### What the exercise asks
Search the records for the string "Elban" and return each line that has it.

### Available data

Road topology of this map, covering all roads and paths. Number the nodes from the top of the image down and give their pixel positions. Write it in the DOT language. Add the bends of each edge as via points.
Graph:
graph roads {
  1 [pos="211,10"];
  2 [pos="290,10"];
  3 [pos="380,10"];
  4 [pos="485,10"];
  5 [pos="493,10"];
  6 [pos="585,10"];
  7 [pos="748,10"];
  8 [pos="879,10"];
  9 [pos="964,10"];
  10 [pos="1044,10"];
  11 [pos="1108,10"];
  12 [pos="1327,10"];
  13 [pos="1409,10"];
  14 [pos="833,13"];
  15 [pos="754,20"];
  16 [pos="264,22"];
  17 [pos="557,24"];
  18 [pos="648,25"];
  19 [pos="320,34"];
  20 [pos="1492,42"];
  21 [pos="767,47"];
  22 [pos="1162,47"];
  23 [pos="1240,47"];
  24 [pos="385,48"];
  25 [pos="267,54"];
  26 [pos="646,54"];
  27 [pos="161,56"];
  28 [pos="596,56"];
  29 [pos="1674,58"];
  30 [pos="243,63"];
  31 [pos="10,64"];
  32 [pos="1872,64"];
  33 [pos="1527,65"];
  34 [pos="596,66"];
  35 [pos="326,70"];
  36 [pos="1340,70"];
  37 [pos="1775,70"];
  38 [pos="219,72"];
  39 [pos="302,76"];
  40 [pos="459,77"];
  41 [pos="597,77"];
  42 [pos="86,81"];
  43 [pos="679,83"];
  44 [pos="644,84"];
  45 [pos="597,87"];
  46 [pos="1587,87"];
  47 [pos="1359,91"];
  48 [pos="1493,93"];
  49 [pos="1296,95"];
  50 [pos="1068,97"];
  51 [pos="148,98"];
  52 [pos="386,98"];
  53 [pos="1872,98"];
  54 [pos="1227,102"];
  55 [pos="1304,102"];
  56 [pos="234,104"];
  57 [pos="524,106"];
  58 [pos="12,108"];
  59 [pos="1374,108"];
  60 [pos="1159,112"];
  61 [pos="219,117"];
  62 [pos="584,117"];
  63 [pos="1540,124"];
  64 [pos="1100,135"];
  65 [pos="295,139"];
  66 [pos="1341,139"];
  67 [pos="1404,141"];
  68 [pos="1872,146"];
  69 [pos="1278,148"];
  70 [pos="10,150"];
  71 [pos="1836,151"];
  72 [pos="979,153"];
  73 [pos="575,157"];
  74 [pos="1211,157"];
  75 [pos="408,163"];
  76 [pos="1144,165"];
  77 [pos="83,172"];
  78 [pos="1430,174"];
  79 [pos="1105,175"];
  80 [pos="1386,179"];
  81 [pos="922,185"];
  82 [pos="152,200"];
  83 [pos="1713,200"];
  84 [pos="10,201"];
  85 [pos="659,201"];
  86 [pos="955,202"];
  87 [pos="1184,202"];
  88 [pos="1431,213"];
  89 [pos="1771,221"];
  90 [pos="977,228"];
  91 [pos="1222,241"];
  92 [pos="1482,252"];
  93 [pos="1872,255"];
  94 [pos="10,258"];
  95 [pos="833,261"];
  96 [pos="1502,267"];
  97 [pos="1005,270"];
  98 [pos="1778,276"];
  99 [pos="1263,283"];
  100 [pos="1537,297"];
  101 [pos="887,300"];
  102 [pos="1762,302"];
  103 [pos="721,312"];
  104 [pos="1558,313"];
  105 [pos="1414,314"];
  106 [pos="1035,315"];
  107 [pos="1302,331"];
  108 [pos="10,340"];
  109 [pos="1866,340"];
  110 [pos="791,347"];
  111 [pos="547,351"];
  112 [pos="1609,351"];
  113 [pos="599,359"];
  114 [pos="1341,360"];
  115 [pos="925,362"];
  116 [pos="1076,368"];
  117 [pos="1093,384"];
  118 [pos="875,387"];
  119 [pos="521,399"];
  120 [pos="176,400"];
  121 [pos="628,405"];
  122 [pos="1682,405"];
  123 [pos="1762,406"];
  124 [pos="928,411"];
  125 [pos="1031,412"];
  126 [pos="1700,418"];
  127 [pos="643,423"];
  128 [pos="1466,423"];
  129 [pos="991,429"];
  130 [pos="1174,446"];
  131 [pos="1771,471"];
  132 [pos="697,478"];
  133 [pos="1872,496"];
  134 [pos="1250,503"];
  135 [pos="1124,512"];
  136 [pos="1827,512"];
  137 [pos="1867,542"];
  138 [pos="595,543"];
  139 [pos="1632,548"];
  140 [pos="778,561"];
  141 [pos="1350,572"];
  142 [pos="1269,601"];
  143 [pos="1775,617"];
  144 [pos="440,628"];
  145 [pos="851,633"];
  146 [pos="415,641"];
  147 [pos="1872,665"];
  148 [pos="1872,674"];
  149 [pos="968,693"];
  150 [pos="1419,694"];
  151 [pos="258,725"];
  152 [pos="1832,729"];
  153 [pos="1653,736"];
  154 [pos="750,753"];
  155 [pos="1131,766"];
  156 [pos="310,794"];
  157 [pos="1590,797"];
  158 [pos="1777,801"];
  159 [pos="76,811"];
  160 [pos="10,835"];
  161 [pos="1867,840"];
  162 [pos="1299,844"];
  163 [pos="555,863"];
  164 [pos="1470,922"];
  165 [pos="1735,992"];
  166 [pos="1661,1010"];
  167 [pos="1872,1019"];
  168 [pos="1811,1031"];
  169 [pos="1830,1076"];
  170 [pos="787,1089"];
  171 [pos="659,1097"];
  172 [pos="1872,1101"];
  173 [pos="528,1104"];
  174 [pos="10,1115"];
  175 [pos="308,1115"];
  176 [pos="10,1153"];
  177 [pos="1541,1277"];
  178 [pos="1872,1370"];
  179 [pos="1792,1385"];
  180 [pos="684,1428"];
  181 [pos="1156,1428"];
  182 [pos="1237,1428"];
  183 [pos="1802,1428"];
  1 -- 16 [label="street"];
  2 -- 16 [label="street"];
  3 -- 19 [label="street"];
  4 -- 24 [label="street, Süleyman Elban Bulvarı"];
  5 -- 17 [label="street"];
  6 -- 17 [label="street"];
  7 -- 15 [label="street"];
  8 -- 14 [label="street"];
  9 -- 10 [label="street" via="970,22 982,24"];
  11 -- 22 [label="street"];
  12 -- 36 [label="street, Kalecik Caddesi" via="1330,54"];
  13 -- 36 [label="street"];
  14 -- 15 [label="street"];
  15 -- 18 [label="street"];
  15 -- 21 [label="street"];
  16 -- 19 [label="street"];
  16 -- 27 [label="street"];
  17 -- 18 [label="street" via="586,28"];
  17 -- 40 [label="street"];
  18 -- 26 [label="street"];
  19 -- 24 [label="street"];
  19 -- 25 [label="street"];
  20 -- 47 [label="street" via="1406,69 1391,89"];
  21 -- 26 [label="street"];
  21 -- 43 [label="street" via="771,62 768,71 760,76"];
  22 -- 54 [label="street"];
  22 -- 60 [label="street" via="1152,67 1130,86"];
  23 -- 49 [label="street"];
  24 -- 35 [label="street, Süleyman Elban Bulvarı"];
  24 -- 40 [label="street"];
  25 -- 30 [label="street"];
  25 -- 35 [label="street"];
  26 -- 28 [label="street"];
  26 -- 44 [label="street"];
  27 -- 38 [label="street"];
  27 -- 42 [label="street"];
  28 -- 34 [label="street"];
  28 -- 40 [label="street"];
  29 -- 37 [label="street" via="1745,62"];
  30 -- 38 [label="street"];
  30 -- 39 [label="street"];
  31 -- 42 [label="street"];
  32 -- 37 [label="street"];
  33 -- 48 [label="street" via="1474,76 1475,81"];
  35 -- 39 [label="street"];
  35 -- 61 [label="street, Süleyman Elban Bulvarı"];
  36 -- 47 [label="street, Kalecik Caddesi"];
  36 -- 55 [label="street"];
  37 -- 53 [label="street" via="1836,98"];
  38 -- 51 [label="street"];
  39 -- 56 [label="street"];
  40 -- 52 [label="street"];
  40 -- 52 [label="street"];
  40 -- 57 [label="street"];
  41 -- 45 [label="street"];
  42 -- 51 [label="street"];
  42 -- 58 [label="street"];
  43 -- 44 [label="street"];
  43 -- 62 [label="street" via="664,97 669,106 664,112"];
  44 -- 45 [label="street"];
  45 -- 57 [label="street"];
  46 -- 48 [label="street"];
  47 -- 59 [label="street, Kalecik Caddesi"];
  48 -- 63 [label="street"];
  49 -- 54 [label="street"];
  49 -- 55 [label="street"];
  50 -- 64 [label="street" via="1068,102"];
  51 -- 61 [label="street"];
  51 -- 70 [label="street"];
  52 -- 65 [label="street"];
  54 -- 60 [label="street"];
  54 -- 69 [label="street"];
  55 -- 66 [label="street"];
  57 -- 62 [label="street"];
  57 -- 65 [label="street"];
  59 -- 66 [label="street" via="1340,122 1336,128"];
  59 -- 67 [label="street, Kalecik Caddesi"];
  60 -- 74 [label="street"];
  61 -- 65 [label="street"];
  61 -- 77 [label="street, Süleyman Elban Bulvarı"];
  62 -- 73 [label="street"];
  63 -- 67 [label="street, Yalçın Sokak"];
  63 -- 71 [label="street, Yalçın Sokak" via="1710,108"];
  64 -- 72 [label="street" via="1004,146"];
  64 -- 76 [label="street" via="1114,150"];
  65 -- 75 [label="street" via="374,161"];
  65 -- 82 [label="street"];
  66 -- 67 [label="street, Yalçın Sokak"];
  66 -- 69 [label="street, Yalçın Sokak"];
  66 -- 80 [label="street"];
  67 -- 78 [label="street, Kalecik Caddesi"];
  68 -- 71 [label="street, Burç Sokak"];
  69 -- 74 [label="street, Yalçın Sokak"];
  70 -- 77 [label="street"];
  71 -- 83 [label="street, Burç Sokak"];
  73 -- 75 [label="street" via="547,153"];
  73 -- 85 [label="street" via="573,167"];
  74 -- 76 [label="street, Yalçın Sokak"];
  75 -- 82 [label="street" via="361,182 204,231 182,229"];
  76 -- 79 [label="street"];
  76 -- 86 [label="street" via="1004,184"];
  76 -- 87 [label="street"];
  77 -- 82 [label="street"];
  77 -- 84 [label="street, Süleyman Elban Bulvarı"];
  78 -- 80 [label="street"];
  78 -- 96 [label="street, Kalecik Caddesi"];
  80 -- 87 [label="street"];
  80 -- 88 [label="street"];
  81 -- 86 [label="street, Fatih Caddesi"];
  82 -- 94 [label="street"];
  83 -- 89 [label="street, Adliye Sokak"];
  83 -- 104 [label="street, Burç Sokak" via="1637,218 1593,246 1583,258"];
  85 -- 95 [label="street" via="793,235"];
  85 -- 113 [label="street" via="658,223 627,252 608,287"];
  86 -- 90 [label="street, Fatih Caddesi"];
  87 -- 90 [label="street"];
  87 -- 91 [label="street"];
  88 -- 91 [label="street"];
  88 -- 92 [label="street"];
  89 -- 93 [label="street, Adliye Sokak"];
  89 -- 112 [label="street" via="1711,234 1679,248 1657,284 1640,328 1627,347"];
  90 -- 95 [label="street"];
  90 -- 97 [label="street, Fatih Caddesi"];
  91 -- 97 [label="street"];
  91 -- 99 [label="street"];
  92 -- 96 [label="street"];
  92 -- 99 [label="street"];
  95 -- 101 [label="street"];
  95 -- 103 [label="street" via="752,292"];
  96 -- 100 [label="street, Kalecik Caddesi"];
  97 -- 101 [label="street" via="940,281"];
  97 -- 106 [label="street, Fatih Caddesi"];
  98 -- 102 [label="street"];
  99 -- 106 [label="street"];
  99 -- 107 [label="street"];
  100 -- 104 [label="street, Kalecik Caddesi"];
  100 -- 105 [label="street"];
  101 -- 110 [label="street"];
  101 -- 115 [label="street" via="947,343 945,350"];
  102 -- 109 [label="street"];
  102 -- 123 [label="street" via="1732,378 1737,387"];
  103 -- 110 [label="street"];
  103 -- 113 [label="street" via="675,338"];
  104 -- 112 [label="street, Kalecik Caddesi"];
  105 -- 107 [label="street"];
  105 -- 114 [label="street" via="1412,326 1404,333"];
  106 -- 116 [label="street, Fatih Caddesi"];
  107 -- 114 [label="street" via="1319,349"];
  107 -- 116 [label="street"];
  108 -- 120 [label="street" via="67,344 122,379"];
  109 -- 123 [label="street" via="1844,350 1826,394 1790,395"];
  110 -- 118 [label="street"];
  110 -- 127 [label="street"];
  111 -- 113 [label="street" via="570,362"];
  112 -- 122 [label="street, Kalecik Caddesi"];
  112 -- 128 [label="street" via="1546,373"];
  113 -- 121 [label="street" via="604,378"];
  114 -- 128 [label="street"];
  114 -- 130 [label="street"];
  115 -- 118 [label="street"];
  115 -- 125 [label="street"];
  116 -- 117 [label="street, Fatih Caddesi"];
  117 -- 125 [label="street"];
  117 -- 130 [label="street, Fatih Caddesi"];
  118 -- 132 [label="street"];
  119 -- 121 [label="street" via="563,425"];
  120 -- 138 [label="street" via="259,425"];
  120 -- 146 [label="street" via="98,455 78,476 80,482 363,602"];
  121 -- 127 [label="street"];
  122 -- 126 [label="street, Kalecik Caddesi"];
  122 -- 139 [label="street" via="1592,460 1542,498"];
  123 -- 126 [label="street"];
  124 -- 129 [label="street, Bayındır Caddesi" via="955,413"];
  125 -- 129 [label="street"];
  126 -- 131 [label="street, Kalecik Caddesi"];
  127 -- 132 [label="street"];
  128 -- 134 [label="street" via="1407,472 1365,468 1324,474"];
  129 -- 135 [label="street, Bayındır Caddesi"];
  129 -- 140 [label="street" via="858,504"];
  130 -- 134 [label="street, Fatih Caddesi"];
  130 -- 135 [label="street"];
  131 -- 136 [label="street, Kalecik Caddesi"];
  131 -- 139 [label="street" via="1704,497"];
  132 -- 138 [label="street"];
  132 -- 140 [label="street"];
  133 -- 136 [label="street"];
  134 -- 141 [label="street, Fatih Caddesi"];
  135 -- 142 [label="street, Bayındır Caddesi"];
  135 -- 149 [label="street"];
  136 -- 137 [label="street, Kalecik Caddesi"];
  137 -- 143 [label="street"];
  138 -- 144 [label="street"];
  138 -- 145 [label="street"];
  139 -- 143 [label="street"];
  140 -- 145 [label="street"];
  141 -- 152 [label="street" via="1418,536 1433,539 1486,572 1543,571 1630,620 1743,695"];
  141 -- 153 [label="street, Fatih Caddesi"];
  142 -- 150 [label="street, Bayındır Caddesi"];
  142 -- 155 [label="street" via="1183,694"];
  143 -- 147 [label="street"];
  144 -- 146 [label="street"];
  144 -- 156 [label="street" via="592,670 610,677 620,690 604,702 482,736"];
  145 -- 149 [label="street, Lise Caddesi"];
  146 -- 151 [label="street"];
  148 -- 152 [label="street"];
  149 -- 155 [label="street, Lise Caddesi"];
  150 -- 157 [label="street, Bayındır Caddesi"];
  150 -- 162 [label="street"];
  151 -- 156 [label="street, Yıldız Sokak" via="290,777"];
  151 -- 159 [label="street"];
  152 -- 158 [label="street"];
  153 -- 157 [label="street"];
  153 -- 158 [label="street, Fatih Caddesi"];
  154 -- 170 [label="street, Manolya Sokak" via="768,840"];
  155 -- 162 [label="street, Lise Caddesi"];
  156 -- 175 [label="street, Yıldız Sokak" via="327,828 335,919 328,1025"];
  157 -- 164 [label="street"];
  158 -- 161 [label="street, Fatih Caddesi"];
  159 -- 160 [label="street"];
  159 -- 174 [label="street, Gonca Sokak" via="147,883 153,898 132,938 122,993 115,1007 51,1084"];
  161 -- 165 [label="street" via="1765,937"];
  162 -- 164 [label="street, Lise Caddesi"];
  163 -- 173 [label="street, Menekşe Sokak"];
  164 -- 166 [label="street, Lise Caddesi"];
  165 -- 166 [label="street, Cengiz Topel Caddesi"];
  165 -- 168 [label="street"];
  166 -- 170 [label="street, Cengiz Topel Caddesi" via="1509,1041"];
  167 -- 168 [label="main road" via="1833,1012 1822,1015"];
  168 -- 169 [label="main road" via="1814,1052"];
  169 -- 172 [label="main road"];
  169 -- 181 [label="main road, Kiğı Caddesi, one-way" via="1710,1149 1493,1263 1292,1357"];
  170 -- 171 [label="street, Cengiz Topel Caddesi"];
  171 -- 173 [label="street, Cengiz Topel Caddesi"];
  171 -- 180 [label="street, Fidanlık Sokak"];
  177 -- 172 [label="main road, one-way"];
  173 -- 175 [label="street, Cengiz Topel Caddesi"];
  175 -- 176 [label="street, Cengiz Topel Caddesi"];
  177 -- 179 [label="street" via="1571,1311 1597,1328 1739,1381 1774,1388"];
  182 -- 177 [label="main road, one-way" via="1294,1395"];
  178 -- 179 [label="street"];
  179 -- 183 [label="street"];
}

### Written response
  4 -- 24 [label="street, Süleyman Elban Bulvarı"];
  24 -- 35 [label="street, Süleyman Elban Bulvarı"];
  35 -- 61 [label="street, Süleyman Elban Bulvarı"];
  61 -- 77 [label="street, Süleyman Elban Bulvarı"];
  77 -- 84 [label="street, Süleyman Elban Bulvarı"];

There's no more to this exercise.